• Work to be completed
In the entries below, find every line with the string "Aucutt" and copy it.

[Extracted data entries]
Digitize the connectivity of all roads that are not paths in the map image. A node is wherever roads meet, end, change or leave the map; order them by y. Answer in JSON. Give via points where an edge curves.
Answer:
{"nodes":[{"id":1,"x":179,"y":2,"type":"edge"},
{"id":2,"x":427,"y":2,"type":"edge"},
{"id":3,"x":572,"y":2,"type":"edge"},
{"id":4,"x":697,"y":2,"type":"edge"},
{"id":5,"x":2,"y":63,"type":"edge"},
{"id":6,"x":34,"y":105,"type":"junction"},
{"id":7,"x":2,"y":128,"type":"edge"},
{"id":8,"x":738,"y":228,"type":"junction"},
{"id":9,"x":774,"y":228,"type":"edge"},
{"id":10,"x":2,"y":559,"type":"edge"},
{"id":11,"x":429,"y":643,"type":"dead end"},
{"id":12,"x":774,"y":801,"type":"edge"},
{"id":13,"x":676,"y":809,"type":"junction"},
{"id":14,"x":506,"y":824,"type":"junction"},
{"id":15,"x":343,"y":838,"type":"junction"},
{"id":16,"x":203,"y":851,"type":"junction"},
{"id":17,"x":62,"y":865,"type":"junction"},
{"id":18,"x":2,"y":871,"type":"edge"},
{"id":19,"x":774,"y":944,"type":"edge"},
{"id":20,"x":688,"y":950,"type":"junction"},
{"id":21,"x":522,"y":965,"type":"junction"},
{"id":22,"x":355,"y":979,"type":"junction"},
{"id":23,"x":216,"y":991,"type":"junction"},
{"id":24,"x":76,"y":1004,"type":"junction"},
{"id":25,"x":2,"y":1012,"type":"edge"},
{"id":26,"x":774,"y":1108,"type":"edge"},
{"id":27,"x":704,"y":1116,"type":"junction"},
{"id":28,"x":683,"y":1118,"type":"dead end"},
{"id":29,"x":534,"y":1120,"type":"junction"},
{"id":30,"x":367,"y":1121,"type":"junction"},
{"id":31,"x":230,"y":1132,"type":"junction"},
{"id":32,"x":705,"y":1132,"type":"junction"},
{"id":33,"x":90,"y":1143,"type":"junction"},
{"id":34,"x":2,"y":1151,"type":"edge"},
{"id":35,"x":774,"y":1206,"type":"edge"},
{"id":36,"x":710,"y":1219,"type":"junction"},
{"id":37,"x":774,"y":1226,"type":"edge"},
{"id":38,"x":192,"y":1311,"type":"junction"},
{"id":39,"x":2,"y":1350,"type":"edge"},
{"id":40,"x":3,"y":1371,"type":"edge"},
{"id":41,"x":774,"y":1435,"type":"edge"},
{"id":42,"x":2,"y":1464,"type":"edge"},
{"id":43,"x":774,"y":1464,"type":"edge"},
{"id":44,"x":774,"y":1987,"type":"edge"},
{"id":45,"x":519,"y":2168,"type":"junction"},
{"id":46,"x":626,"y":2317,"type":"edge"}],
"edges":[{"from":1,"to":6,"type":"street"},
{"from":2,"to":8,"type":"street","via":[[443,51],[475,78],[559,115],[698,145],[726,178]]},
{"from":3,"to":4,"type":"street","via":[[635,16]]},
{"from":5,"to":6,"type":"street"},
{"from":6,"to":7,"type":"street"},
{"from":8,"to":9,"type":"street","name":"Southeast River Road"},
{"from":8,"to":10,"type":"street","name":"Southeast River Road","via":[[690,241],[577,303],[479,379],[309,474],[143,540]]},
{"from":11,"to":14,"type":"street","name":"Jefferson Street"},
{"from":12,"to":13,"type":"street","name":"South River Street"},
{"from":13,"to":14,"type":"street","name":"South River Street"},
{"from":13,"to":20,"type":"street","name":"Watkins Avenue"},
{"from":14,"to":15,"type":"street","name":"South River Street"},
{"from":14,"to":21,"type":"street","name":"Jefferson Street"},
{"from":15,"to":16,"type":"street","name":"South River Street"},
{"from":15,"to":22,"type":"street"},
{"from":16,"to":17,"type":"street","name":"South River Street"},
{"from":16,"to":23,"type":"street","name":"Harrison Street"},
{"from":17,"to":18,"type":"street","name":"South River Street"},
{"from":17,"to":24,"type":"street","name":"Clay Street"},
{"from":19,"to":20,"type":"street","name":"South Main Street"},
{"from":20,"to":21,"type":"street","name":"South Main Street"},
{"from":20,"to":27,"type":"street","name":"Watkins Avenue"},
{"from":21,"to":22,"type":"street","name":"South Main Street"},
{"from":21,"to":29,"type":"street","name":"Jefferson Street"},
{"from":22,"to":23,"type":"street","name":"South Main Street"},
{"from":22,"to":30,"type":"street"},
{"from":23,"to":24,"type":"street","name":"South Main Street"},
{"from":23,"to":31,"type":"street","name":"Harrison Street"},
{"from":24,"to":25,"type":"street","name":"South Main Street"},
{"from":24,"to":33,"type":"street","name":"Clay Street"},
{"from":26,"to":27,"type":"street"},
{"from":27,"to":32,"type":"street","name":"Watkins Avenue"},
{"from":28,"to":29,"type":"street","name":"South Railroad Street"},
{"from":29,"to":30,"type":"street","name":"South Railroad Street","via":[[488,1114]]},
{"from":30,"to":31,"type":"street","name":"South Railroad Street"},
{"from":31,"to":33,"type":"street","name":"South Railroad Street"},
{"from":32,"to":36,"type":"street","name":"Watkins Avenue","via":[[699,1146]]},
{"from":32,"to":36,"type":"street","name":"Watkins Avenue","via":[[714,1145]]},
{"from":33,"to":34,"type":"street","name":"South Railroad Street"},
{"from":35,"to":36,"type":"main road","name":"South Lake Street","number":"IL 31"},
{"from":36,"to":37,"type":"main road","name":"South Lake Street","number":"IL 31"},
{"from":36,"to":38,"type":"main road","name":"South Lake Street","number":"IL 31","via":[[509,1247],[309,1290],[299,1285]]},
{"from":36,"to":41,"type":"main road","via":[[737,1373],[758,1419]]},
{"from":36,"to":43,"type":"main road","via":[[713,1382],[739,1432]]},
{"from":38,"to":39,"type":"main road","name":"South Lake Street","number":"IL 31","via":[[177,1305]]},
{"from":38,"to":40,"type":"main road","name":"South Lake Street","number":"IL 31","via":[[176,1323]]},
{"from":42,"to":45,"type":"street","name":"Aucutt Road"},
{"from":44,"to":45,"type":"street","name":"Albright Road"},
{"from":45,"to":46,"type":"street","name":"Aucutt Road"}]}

• Response area
{"from":42,"to":45,"type":"street","name":"Aucutt Road"},
{"from":45,"to":46,"type":"street","name":"Aucutt Road"}]}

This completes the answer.